THE CONSTITUTIONAL POSITION OF THE BANK OF CANADA
The constitutional adjustments experienced by the Bank of Canada were not as great as those of some older central banks. 1 First of all, it began operations only in 1935 when the economic role of governments was already in the upswing. Nor did it ever enjoy that independence of action only possible under gold standard rules of thumb. And it was originally sponsored by government and very soon became a fully nationalized institution. However, the dilemma between the desirability of a central bank relatively free from partypolitical interference and the necessity of its ultimate responsibility to a party-political government, together with the problem of possible interference from other sectional interests, still remained, and could be resolved only through time. Indeed, the concept of an ideal position has changed remarkably from the time that the project for a central bank was first seriously considered. The Bank was originally thought of as being subject only to the ultimate supremacy of parliament, but the idea developed, in fairly distinct stages, that the Bank not only should be subject to the government of the day but should be, in fact, the instrument for implementing the policy of that government.

First Period--Attempt at Independence
The first period can be considered to extend from the middle of 1933 to late 1935, and was one which witnessed two events particularly relevant for this discussion. 2 The first was the completion of a Report by the Royal Commission on Banking and Currency in Canada on September 27, 1933. This Commission was appointed to consider, among other things, the advisability of establishing a central bank in Canada. 3 Not only did it recommend that a central bank be established forthwith but it also offered numerous opinions on central banking in general and suggestions concerning the form which the Canadian central bank might take.

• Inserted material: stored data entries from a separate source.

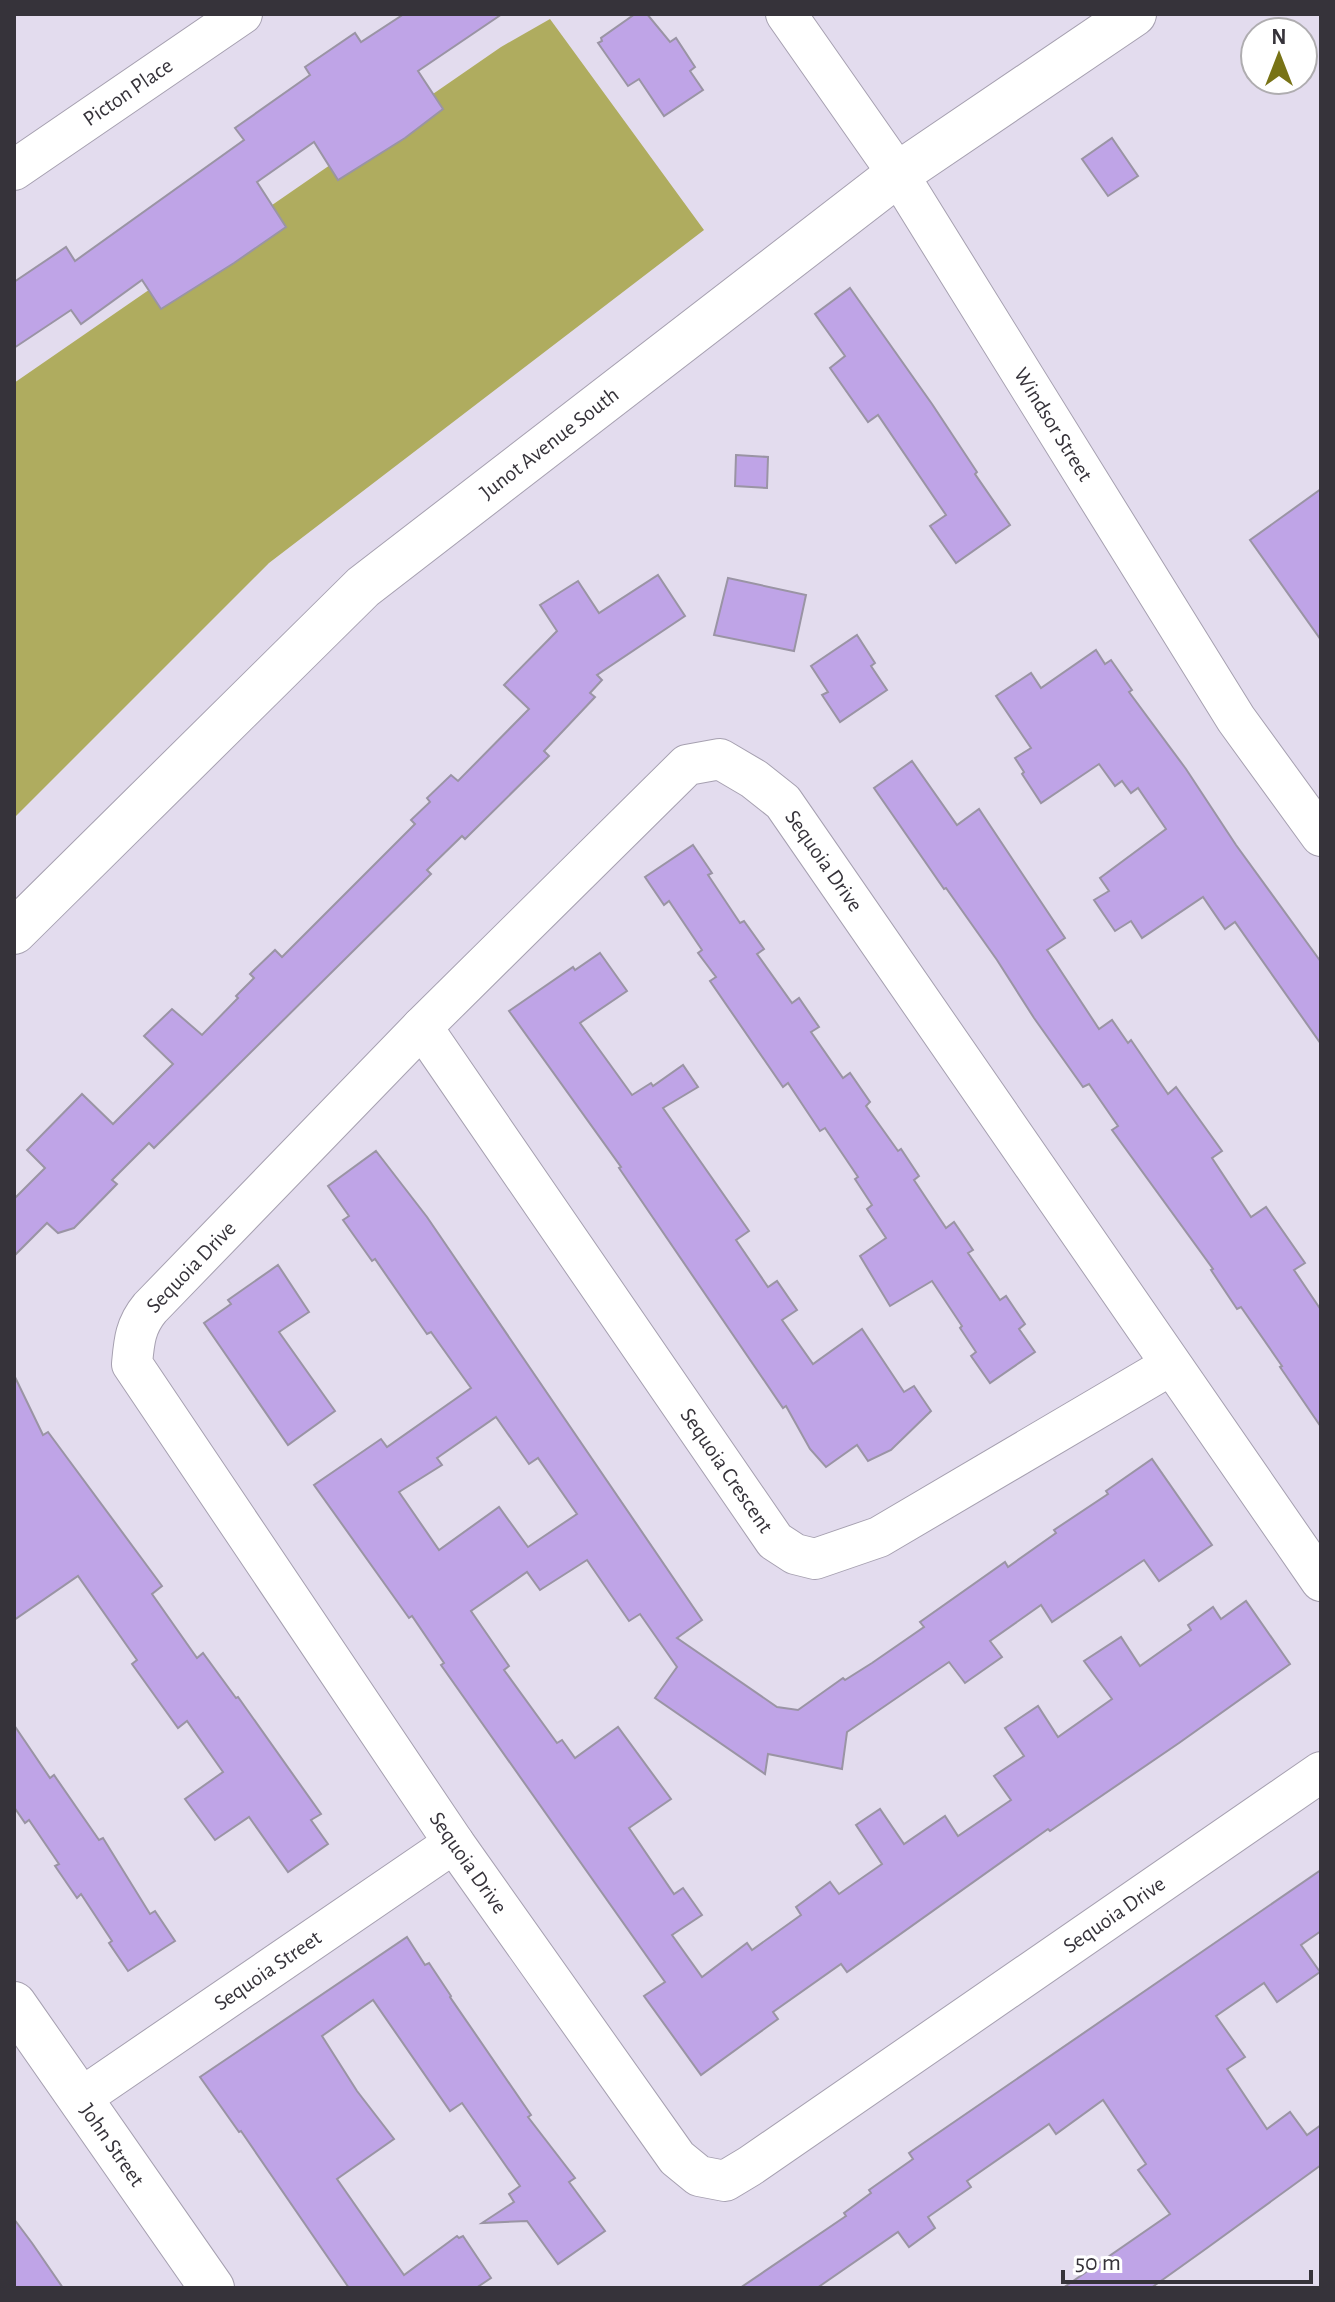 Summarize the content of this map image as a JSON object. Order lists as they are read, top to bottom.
{
  "streets": {
    "main road": ["Junot Avenue South", "John Street"],
    "street": [
      "Picton Place",
      "Windsor Street",
      "Sequoia Drive",
      "Sequoia Crescent",
      "Sequoia Street"
    ]
  },
  "crossings": [
    ["Windsor Street", "Junot Avenue South"],
    ["Sequoia Drive", "Sequoia Crescent"],
    ["Sequoia Drive", "Sequoia Street"],
    ["Sequoia Street", "John Street"]
  ],
  "scale_bar": "50 m",
  "north": "top"
}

The Commission's ideas concerning the constitutional position of a central bank are important because of their influence on the later Bank of Canada Act. The Report reads: . . . The functions discharged by a central bank being of such vital importance to the economic and financial life of a country, it is perhaps natural to ask whether they could not be adequately performed by some direct organ of government. It has in practice been found that a central bank can give most effective service to the community if it is free from the fear of interference for political ends in operating the delicate mechanism of the national monetary and financial machine . . . it has been found that there are pre-eminent advantages to the state in entrusting the special and highly technical functions of a central bank to a body not subject to the vicissitudes of political life. (par. 219) This is not to suggest that the Commission ignored the obvious ultimate sovereignty of the state, for it pointed out that a central bank "is at the same time an instrument and a force. As an instrument it is the means by which the state--which must necessarily retain ultimate sovereignty in matters affecting the currency--can give effect to the national policy" (par. 207). It is clear that the Commission feared political interference primarily and that, while it recognized the ultimate sovereignty of the state, it did not recognize the right of the government of the day to interfere in the policy and operations of the central bank.

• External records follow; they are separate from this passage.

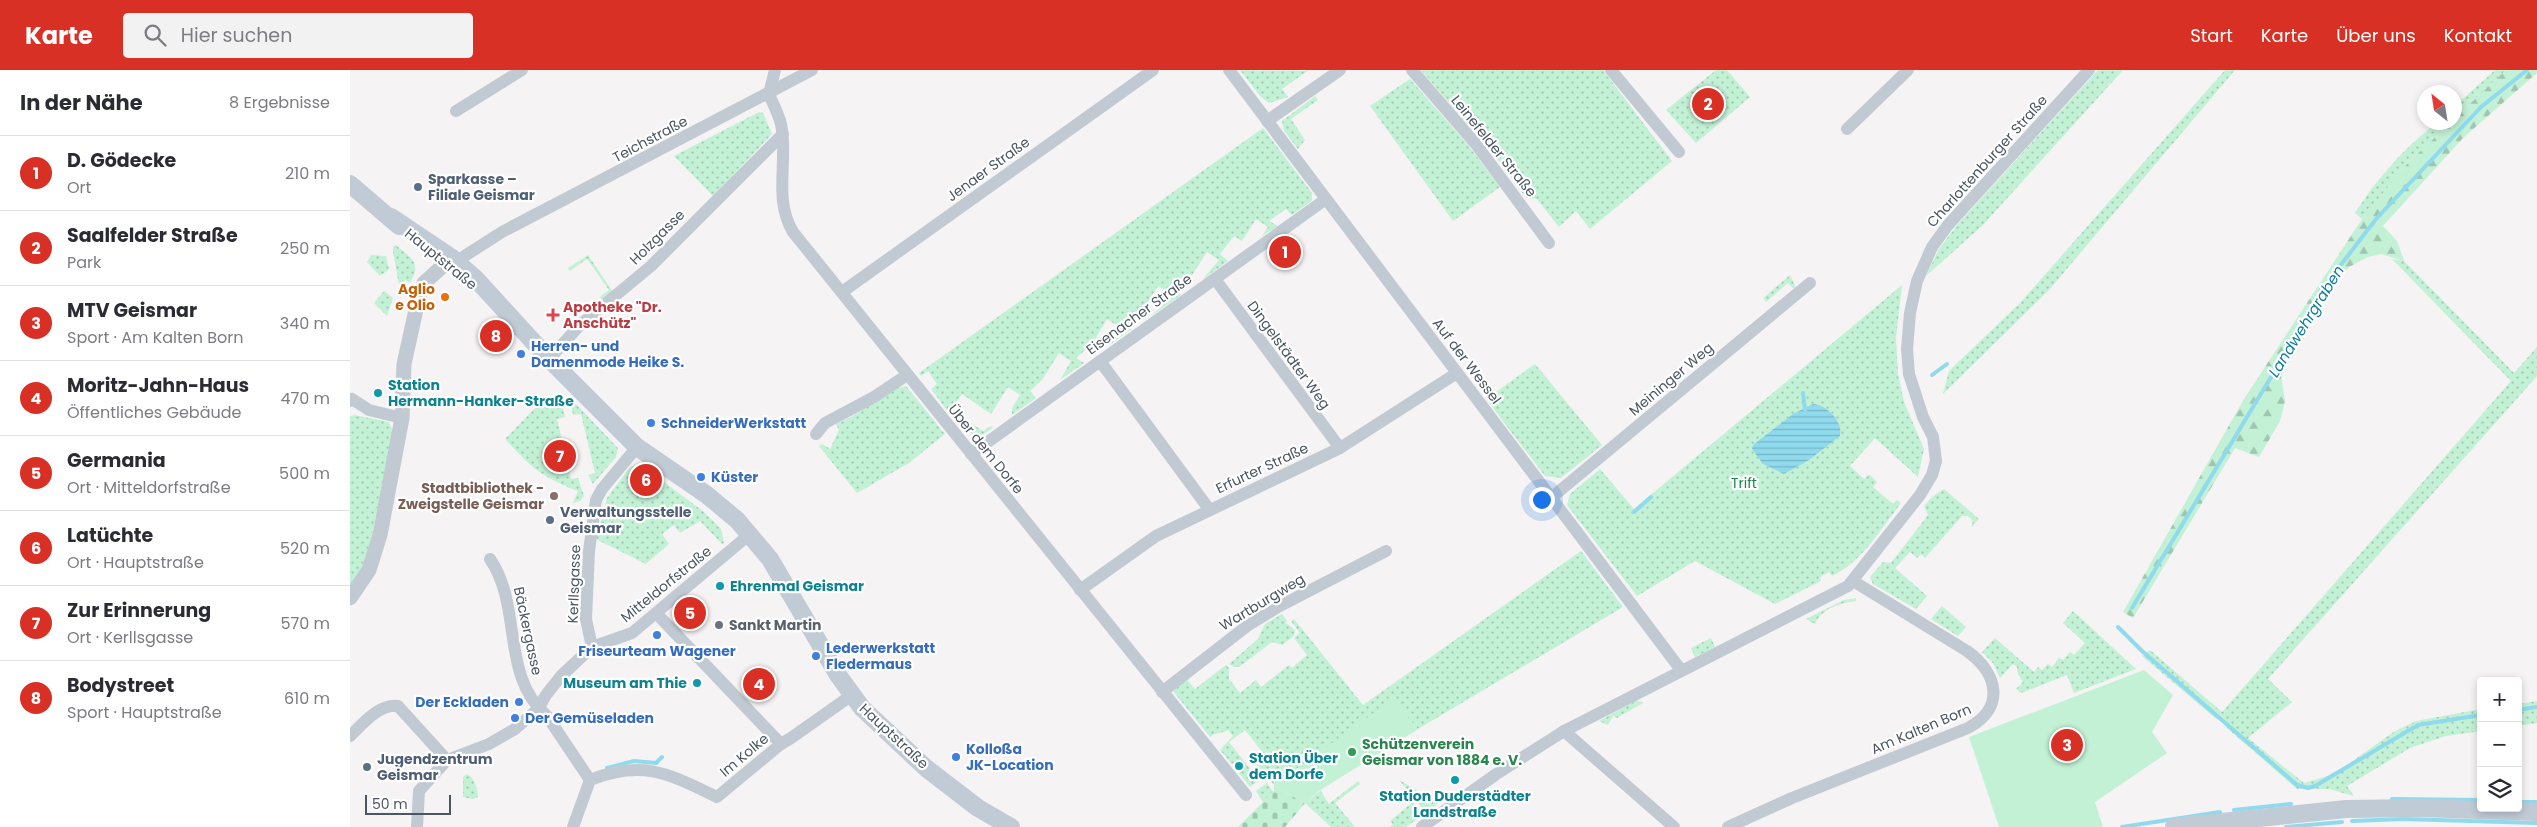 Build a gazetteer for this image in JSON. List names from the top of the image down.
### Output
{
  "streets": {
    "main road": ["Hauptstraße"],
    "street": [
      "Teichstraße",
      "Leinefelder Straße",
      "Charlottenburger Straße",
      "Jenaer Straße",
      "Holzgasse",
      "Eisenacher Straße",
      "Dingelstädter Weg",
      "Auf der Wessel",
      "Meininger Weg",
      "Über dem Dorfe",
      "Erfurter Straße",
      "Kerllsgasse",
      "Mitteldorfstraße",
      "Wartburgweg",
      "Bäckergasse",
      "Am Kalten Born",
      "Im Kolke"
    ]
  },
  "crossings": [
    ["Teichstraße", "Hauptstraße"],
    ["Teichstraße", "Über dem Dorfe"],
    ["Charlottenburger Straße", "Am Kalten Born"],
    ["Jenaer Straße", "Über dem Dorfe"],
    ["Holzgasse", "Hauptstraße"],
    ["Holzgasse", "Über dem Dorfe"],
    ["Hauptstraße", "Kerllsgasse"],
    ["Hauptstraße", "Mitteldorfstraße"],
    ["Hauptstraße", "Im Kolke"],
    ["Eisenacher Straße", "Dingelstädter Weg"],
    ["Eisenacher Straße", "Auf der Wessel"],
    ["Eisenacher Straße", "Über dem Dorfe"],
    ["Dingelstädter Weg", "Erfurter Straße"],
    ["Auf der Wessel", "Meininger Weg"],
    ["Auf der Wessel", "Erfurter Straße"],
    ["Über dem Dorfe", "Erfurter Straße"],
    ["Über dem Dorfe", "Wartburgweg"],
    ["Kerllsgasse", "Mitteldorfstraße"],
    ["Mitteldorfstraße", "Bäckergasse"]
  ],
  "water": ["Landwehrgraben"],
  "parks": ["Trift"],
  "places": {
    "other": [
      "Sparkasse – Filiale Geismar",
      "Aglio e Olio",
      "Herren- und Damenmode Heike S.",
      "Station Hermann-Hanker-Straße",
      "SchneiderWerkstatt",
      "Küster",
      "Stadtbibliothek - Zweigstelle Geismar",
      "Verwaltungsstelle Geismar",
      "Ehrenmal Geismar",
      "Sankt Martin",
      "Friseurteam Wagener",
      "Lederwerkstatt Fledermaus",
      "Museum am Thie",
      "Der Eckladen",
      "Der Gemüseladen",
      "Schützenverein Geismar von 1884 e. V.",
      "Kolloßa JK-Location",
      "Station Über dem Dorfe",
      "Jugendzentrum Geismar",
      "Station Duderstädter Landstraße"
    ],
    "health": ["Apotheke \"Dr. Anschütz\""]
  },
  "scale_bar": "50 m",
  "north": "top left",
  "page": {
    "header": "Karte",
    "search": "Hier suchen",
    "nav": [
      "Start",
      "Karte",
      "Über uns",
      "Kontakt"
    ],
    "heading": ["In der Nähe", "8 Ergebnisse"],
    "pins": [
      "2",
      "1",
      "8",
      "7",
      "6",
      "5",
      "4",
      "3"
    ],
    "list": [
      {
        "mark": "1",
        "name": "D. Gödecke",
        "note": "Ort",
        "value": "210 m"
      },
      {
        "mark": "2",
        "name": "Saalfelder Straße",
        "note": "Park",
        "value": "250 m"
      },
      {
        "mark": "3",
        "name": "MTV Geismar",
        "note": "Sport · Am Kalten Born",
        "value": "340 m"
      },
      {
        "mark": "4",
        "name": "Moritz-Jahn-Haus",
        "note": "Öffentliches Gebäude",
        "value": "470 m"
      },
      {
        "mark": "5",
        "name": "Germania",
        "note": "Ort · Mitteldorfstraße",
        "value": "500 m"
      },
      {
        "mark": "6",
        "name": "Latüchte",
        "note": "Ort · Hauptstraße",
        "value": "520 m"
      },
      {
        "mark": "7",
        "name": "Zur Erinnerung",
        "note": "Ort · Kerllsgasse",
        "value": "570 m"
      },
      {
        "mark": "8",
        "name": "Bodystreet",
        "note": "Sport · Hauptstraße",
        "value": "610 m"
      }
    ],
    "map_buttons": ["+", "−"],
    "scale": "50 m"
  }
}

The Commission's ideas on the relationship between the central bank and the government become even clearer when its specific suggestions are examined. 1 It suggested that the capital should be offered for public subscription to all British subjects resident in Canada, with limitations on the size of individual holdings. This, of course, precluded government ownership; it also indicated that the Commission was not worried about other sectional interference, since the provision would allow even bankers to hold the stock. The only formal relationship between the central bank and the government, after the government had appointed the first governors and directors, was that the Governor-General in Council would approve all future appointments of Governor and Deputy Governor. All subsequent directors were to be elected by the shareholders even though the Commission recognized in the main body of its Report that in some countries certain directors were appointed by the government. Dividends of the bank were to be limited so that there would be no incentive to make large profits. Also this would make the bank's stock gilt-edged and so would avoid undue speculation. Excess profits were to go to the government.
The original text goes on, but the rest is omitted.